Simon_Watson · July 27, 2022, 5:56am

Hi All,

I am porting a computational graph from tensorflow v1 to pytorch and have hit an issue with my float32 data.
The illustrative example below sums up the issue. I get a result which is a vector of either 37059.996 or 37061.0 depending on the hardware used for calculation with a float32 tensor.

# set up arrays in numpy:
A = np.repeat(np.array([[1.0], [33.0], [0.0],  [1089.0], [0.0], [0.0], [35937.0], [0.0], [0.0], [0.0],  [0.9991], [0.0]]),1000,axis =1).T.astype('float32')
B = torch.empty(12,1).fill_(1.).astype('float32')

# show the dot product of the arrays. 
print(np.dot(A,B))

# take the arrays to the GPU and do the same math
print(torch.mm(torch.tensor(A,dtype=torch.float32).to('cuda'),torch.tensor(B,dtype=torch.float32).to('cuda')).to('cpu').detach().numpy())

# show the difference from the two approaches:
print(np.dot(A,B)-torch.mm(torch.tensor(A,dtype=torch.float32).to('cuda'),torch.tensor(B,dtype=torch.float32).to('cuda')).to('cpu').detach().numpy())

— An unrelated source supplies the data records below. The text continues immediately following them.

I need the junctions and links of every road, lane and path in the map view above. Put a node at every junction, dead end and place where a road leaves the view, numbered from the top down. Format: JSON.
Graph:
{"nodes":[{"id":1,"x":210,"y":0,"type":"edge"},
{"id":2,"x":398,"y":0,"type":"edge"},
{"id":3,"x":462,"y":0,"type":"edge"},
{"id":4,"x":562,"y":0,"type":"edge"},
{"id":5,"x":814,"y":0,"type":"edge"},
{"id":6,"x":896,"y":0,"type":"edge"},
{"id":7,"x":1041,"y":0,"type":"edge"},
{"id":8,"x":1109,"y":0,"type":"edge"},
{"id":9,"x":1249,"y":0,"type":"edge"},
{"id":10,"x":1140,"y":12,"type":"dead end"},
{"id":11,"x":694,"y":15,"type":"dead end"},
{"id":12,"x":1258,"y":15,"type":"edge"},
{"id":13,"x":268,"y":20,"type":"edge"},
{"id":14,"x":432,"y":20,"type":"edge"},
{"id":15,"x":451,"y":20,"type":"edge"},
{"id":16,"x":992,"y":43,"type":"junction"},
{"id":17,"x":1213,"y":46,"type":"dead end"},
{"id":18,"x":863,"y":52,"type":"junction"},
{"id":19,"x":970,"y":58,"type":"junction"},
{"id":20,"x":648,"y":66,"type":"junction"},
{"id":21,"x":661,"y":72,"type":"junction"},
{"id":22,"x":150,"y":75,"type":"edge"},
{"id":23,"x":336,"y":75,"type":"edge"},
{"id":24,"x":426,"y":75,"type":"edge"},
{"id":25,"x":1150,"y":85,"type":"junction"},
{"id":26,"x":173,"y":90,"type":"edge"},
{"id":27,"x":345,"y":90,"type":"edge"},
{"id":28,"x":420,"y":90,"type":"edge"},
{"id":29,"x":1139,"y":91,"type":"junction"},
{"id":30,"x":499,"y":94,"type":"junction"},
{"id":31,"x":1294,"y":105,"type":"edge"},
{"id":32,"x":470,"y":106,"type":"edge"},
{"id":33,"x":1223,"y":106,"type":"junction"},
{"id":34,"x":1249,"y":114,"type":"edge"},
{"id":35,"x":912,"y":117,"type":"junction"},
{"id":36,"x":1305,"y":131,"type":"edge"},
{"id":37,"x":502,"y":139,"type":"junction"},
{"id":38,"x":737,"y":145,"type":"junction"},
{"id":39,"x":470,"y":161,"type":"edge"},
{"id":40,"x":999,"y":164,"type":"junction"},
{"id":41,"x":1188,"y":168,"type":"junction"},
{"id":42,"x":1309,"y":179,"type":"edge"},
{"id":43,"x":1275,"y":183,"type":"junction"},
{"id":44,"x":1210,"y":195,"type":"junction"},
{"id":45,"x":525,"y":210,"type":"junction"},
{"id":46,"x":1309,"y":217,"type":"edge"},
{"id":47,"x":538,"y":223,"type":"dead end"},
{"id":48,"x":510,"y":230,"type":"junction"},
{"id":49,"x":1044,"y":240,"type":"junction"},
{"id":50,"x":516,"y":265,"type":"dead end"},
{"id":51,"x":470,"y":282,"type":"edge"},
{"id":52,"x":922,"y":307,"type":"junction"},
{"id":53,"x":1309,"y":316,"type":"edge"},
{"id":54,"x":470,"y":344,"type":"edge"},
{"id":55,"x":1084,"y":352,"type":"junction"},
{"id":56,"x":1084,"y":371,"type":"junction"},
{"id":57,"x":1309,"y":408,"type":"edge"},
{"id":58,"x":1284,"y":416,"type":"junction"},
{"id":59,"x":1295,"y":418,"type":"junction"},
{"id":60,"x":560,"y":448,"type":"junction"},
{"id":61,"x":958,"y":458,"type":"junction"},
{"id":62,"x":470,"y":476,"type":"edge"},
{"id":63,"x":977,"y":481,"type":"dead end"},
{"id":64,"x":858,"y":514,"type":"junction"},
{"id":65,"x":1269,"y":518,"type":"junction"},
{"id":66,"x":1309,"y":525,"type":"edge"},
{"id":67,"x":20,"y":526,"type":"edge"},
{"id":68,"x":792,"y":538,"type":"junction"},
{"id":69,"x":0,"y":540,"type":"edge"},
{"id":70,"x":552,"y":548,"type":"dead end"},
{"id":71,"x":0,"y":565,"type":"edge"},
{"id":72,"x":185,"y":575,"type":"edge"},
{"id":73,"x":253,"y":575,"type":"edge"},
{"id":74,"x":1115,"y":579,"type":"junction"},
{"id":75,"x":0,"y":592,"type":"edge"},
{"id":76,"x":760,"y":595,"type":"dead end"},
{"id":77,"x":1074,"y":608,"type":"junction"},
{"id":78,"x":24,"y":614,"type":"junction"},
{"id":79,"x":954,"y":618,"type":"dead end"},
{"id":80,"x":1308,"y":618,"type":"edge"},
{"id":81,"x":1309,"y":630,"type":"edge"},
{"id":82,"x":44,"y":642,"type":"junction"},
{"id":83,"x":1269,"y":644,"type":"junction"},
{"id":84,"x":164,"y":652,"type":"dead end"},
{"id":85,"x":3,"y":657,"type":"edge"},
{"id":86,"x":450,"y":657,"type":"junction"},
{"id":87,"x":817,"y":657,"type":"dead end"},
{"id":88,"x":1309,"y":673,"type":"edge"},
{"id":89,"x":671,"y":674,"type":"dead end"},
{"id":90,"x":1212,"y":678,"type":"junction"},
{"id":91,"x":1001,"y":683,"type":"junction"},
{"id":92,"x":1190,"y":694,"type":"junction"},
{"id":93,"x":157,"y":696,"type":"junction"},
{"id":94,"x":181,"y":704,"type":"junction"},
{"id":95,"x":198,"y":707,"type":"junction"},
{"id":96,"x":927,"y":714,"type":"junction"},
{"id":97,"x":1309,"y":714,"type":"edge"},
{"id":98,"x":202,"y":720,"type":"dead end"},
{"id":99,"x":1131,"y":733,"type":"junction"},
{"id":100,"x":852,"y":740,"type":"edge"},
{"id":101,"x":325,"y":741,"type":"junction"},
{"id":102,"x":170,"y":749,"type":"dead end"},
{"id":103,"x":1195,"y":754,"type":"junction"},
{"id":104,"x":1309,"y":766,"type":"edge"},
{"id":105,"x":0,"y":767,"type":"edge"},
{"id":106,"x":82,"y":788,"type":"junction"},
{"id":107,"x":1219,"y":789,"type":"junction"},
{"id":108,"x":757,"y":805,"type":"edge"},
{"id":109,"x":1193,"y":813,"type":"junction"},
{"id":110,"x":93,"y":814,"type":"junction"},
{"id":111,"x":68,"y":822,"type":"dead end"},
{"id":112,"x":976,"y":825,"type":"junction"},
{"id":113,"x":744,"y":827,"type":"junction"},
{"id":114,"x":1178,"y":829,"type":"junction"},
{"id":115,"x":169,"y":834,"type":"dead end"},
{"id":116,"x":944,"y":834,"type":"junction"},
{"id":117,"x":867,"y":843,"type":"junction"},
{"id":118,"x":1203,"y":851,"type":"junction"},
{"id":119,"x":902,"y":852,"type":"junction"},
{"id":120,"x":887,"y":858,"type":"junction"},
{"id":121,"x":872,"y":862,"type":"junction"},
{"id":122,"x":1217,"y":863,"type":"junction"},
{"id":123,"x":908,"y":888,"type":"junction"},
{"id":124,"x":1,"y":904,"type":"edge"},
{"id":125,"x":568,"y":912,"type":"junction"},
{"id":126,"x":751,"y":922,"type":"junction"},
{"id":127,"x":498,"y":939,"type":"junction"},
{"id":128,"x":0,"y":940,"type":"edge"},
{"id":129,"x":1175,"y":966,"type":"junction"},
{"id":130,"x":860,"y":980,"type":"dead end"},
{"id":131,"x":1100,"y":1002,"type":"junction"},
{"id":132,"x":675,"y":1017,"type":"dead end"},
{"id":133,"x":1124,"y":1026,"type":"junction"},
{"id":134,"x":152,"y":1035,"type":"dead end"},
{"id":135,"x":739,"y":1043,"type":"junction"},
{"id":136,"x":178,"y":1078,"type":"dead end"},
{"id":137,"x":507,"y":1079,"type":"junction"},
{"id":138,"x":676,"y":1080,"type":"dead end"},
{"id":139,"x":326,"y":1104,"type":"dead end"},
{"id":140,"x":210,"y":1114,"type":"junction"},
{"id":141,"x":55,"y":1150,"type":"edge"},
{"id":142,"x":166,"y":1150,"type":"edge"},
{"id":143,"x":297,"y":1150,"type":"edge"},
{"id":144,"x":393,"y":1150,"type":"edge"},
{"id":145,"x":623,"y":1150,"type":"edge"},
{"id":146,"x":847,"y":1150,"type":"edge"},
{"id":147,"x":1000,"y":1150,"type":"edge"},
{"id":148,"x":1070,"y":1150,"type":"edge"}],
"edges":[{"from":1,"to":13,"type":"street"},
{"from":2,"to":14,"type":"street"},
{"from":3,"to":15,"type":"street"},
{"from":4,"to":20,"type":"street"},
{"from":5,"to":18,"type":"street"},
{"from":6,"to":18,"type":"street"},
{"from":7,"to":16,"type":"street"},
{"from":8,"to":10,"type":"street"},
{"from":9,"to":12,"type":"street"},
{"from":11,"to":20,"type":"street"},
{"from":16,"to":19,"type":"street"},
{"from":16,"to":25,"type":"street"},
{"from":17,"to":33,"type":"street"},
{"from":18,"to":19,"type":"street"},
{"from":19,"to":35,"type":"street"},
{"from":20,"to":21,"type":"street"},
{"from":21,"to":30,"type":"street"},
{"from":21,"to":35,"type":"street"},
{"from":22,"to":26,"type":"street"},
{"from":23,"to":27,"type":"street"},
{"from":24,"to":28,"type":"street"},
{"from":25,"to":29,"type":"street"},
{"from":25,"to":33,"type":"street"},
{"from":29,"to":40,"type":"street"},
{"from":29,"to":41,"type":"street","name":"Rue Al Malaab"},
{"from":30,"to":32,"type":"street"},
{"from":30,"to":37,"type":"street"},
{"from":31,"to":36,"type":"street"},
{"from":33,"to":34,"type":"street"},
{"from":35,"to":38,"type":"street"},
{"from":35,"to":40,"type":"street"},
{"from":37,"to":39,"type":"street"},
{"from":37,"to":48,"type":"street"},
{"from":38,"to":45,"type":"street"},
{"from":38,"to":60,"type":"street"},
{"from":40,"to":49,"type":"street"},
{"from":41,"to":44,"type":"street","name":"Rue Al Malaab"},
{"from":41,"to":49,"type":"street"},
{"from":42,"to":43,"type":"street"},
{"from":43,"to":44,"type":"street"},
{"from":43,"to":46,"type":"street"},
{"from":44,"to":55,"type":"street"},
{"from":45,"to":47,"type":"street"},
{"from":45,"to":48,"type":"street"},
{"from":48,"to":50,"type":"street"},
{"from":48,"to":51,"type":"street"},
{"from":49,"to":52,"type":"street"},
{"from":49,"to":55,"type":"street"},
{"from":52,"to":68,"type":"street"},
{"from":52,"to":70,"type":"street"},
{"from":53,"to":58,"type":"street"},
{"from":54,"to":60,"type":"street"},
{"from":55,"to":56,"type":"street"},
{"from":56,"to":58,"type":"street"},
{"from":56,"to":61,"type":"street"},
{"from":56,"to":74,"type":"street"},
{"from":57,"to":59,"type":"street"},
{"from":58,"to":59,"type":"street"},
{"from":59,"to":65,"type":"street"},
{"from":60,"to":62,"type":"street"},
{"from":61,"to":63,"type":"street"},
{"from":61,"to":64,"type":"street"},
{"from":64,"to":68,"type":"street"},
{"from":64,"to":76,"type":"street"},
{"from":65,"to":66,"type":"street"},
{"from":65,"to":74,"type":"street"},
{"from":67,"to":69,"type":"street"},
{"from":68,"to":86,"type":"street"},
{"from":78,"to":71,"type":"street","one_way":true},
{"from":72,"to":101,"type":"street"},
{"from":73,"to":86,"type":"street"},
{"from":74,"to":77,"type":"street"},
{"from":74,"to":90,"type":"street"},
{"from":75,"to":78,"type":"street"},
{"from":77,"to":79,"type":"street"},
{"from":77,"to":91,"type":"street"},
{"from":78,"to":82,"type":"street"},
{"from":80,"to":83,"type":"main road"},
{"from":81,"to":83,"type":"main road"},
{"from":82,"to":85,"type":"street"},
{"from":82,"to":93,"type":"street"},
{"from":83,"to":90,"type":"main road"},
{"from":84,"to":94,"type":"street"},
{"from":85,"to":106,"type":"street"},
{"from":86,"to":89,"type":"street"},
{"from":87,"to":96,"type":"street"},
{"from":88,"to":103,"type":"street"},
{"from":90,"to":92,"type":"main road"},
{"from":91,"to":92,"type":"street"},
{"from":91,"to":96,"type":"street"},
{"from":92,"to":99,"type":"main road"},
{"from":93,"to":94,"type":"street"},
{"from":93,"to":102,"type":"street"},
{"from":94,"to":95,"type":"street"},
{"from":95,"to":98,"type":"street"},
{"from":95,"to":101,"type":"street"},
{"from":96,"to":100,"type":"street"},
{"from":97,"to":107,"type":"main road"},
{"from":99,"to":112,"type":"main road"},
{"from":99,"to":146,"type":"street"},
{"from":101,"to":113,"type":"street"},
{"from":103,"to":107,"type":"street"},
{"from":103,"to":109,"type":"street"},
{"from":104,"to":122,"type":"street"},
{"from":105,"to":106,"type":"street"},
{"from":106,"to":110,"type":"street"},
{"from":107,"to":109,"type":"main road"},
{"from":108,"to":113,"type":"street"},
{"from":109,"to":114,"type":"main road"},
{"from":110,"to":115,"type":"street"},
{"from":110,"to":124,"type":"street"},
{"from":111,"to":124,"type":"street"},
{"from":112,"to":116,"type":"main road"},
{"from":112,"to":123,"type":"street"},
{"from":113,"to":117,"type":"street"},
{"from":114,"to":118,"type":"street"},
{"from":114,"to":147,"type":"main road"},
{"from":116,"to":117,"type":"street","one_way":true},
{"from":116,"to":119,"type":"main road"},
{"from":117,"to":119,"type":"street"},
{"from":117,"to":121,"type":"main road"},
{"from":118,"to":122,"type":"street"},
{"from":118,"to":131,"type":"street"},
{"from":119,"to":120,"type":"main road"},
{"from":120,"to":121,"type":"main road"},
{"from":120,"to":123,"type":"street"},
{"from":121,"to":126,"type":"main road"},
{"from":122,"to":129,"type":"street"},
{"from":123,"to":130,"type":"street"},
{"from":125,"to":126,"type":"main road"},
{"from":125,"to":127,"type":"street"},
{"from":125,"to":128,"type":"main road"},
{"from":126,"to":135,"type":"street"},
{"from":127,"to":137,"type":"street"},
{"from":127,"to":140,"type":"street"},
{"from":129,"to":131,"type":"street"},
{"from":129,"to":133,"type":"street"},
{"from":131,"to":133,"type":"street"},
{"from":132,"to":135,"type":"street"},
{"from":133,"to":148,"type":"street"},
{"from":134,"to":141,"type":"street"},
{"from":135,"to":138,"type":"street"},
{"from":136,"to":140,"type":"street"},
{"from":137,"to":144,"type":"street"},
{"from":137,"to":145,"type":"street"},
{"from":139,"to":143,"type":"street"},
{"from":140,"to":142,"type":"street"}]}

I’m completely open to going through my code and switching to torch.float64. However, before I do, could you advise:

is switching to float64 the best solution or is there a ‘magic fix’ that newer users such as myself might not be aware of?
does anyone have experience of the kind of performance impact the float32 to float64 change incurs?
is this inconsistency between GPU and CPU computation understood and is there any documentation on the error bounds a person might expect? (I get that the cuda representation of a number is not actually the same as a numpy representation and am happy to learn more and accommodate if the documentation is available. )

Thanks and regards,

Simon

ptrblck · July 27, 2022, 6:05am

Based on the error of ~1e-5 you are most likely running into small errors caused by the limited floating point precision.

It’s not a magic fix, but will give you more precision, thus reducing the error if you are using a wider dtype.
On GPUs you would expect to see poor performance using float64.
It’s not necessarily only visible between CPU and GPU calculations, but depends on the order of operations which could also change on the same device as seen e.g. here:

x = torch.randn(100, 100)
s1 = x.sum()
s2 = x.sum(0).sum(0)
print((s1 - s2).abs())
# tensor(1.9073e-05)

That’s not the case as both as using the IEEE floating point standard (unless you are using TF32 on Ampere GPUs). Take a look at this Wikipedia article for more information.